Columnas Rafael Antonio Aita Campodónico

“Chiclayo,191 aniversario entre la memoria de su grandeza y la deuda pendiente de su futuro”.

Cada aniversario de Chiclayo no solo marca el paso del tiempo, sino que obliga a una reflexión profunda sobre su rumbo. Fundada como ciudad el 18 de abril de 1835, hoy supera ampliamente el siglo y medio de vida republicana, consolidándose como uno de los principales ejes comerciales del norte del Perú. Sin embargo, la celebración se da en medio de una paradoja inquietante: crecimiento económico sin desarrollo urbano sostenible.
Chiclayo ha sido históricamente un punto de encuentro cultural, empresarial y social. Su ubicación estratégica, su capacidad emprendedora y su identidad regional la convirtieron en motor de Lambayeque. No obstante, en las últimas décadas, el desorden urbano, la informalidad y la debilidad institucional han erosionado su calidad de vida. El comercio crece, pero sin planificación; el transporte se expande, pero sin control; y la ciudad se densifica, pero sin servicios adecuados.
Uno de los principales problemas radica en la gestión pública. La falta de continuidad en políticas urbanas, la ausencia de una visión de largo plazo y los recurrentes cuestionamientos a la transparencia han debilitado la confianza ciudadana. La ciudad no carece de recursos ni de talento; carece de dirección. A ello se suma la inseguridad, que se ha convertido en una de las mayores preocupaciones de los chiclayanos, afectando tanto la convivencia social como la inversión.
El deterioro ambiental también es evidente. La gestión de residuos sólidos, el colapso de drenajes y la escasa cultura cívica han contribuido a una imagen de abandono que contrasta con el potencial turístico y económico de la región.
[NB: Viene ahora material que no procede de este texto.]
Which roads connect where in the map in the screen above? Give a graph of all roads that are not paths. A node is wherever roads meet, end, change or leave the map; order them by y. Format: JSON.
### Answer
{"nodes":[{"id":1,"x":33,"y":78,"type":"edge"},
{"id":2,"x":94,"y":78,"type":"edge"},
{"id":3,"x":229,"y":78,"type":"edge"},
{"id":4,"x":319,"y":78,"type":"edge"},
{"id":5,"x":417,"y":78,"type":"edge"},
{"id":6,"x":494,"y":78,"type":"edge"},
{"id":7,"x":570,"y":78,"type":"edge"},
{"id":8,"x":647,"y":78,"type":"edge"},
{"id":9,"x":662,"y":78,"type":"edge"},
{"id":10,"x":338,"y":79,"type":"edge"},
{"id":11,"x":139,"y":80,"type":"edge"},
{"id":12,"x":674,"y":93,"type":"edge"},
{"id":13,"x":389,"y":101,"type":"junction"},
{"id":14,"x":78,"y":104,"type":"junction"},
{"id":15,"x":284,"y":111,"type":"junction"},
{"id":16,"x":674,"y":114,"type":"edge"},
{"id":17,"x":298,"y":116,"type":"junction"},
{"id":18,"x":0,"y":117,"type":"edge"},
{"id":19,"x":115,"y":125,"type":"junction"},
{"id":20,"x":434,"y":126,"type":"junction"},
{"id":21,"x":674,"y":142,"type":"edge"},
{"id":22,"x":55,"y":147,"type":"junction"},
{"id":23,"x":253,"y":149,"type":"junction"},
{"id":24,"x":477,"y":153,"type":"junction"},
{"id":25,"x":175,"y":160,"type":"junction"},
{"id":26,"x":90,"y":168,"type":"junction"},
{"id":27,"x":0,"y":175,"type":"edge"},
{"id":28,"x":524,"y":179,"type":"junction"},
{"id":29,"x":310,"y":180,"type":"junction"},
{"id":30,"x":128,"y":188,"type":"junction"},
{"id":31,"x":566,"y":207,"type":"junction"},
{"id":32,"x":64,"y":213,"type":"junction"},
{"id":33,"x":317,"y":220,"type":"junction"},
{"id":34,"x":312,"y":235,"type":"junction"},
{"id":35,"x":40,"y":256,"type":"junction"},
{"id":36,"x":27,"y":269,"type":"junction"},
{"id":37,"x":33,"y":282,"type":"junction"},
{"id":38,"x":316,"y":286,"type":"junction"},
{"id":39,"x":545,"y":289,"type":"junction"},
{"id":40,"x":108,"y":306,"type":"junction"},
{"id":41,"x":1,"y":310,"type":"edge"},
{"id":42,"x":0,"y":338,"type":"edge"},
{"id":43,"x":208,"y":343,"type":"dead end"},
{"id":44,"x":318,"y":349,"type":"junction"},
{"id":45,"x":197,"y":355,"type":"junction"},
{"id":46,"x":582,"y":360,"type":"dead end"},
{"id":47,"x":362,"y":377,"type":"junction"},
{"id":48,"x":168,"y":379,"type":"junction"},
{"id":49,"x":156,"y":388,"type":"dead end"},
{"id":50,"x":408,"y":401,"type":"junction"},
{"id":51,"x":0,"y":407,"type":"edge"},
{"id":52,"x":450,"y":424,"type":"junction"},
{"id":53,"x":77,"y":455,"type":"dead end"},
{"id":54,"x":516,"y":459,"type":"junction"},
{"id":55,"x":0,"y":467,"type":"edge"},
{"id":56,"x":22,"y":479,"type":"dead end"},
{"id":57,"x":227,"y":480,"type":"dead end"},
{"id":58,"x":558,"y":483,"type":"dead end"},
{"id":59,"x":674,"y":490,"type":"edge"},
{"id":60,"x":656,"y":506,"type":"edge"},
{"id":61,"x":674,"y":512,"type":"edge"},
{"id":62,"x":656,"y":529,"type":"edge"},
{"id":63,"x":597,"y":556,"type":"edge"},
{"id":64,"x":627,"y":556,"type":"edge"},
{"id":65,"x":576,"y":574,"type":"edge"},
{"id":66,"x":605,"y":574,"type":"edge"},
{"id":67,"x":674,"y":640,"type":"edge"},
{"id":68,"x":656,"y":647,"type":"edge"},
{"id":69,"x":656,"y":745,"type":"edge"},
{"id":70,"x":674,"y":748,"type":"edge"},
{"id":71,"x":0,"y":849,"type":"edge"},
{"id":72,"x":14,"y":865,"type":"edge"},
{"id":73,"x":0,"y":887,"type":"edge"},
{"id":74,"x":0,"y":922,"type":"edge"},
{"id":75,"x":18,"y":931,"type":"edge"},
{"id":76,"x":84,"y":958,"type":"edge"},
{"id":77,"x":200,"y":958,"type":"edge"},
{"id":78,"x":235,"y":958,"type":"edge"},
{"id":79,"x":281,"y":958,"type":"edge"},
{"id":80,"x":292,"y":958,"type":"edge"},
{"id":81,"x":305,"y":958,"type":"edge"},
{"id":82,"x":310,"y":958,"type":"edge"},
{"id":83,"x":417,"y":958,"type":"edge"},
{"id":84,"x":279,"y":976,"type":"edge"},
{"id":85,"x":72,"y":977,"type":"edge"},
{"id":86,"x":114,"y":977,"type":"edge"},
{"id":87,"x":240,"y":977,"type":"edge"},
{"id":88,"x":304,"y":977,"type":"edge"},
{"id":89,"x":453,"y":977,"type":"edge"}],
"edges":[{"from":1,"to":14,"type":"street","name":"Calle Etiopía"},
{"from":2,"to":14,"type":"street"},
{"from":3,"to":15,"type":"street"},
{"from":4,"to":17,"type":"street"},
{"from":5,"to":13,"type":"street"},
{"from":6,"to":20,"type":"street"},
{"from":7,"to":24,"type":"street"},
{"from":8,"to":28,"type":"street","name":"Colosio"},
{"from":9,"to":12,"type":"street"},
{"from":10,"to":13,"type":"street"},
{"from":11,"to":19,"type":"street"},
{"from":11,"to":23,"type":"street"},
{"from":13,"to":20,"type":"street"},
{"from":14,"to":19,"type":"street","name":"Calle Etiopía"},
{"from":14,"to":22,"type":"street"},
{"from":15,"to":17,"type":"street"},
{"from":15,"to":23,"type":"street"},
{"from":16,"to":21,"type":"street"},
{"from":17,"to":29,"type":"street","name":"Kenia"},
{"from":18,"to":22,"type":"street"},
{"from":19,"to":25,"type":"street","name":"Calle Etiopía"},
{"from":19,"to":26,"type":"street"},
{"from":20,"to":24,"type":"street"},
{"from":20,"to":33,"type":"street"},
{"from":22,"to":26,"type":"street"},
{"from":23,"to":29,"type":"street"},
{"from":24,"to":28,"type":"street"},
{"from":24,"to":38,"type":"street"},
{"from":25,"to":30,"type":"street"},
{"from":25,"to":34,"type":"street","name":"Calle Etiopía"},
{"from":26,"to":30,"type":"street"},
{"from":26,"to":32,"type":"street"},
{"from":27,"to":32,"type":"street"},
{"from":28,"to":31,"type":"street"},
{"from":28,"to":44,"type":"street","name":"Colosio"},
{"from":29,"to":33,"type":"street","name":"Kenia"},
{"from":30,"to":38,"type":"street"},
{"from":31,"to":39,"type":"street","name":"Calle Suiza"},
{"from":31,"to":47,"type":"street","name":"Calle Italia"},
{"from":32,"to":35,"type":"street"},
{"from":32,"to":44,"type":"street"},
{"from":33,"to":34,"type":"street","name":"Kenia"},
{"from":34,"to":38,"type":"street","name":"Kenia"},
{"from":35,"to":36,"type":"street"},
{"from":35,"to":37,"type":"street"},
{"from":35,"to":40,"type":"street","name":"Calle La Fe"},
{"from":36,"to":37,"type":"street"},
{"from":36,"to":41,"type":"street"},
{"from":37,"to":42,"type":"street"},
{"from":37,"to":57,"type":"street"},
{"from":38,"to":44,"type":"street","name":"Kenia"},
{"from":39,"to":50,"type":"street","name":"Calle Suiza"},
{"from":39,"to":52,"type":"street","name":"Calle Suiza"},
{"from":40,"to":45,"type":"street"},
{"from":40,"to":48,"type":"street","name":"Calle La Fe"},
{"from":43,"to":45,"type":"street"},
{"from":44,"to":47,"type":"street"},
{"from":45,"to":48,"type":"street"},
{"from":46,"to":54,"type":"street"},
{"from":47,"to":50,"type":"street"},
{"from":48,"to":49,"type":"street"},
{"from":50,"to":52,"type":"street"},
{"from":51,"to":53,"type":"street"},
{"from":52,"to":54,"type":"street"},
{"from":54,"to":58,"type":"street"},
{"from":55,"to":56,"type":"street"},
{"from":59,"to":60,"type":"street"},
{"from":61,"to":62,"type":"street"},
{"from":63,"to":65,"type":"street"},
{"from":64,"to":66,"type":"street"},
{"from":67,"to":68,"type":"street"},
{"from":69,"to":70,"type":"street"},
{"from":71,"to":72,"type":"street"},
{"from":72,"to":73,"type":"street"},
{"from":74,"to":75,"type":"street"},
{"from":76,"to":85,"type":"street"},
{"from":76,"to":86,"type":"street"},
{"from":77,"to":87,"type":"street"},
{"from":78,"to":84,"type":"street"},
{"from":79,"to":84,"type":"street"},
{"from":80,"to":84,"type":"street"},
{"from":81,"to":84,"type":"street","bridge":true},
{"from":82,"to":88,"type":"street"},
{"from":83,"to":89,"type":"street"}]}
Chiclayo podría ser una ciudad modelo del norte, pero hoy lucha por sostener estándares básicos de orden y limpieza.
Sin embargo, no todo está perdido. La esperanza reside en su gente. El espíritu emprendedor, la resiliencia y el orgullo por su tierra siguen intactos. Chiclayo tiene la oportunidad de reinventarse, de apostar por una gobernanza moderna, transparente y técnica, que priorice el bien común sobre intereses particulares. La articulación entre sector público, privado y sociedad civil será clave para recuperar el rumbo.
Este aniversario no debe ser solo una celebración, sino un llamado urgente a la acción. Porque las ciudades no se deterioran por falta de historia, sino por ausencia de decisiones correctas en el presente.
Feliz aniversario, Chiclayo, tierra de historia y coraje; mereces mucho más de lo que has recibido, y aun así sigues de pie, esperando que tu grandeza vuelva a estar a la altura de tu destino.con profundo respeto,y mucho dolor, Rafael Aita Campodónico.

Antonio Aita Campodónico.
Licenciado en Administración de Empresas, desarrollándose en el sector turismo y comercial. Dirigente deportivo y miembro activo en diferentes instituciones de fomento al deporte. Vicepresidente de la Cámara de Comercio de Lambayeque 1998-2000. Congresista de la República para el período 2001 – 2006 por el distrito electoral de Lambayeque.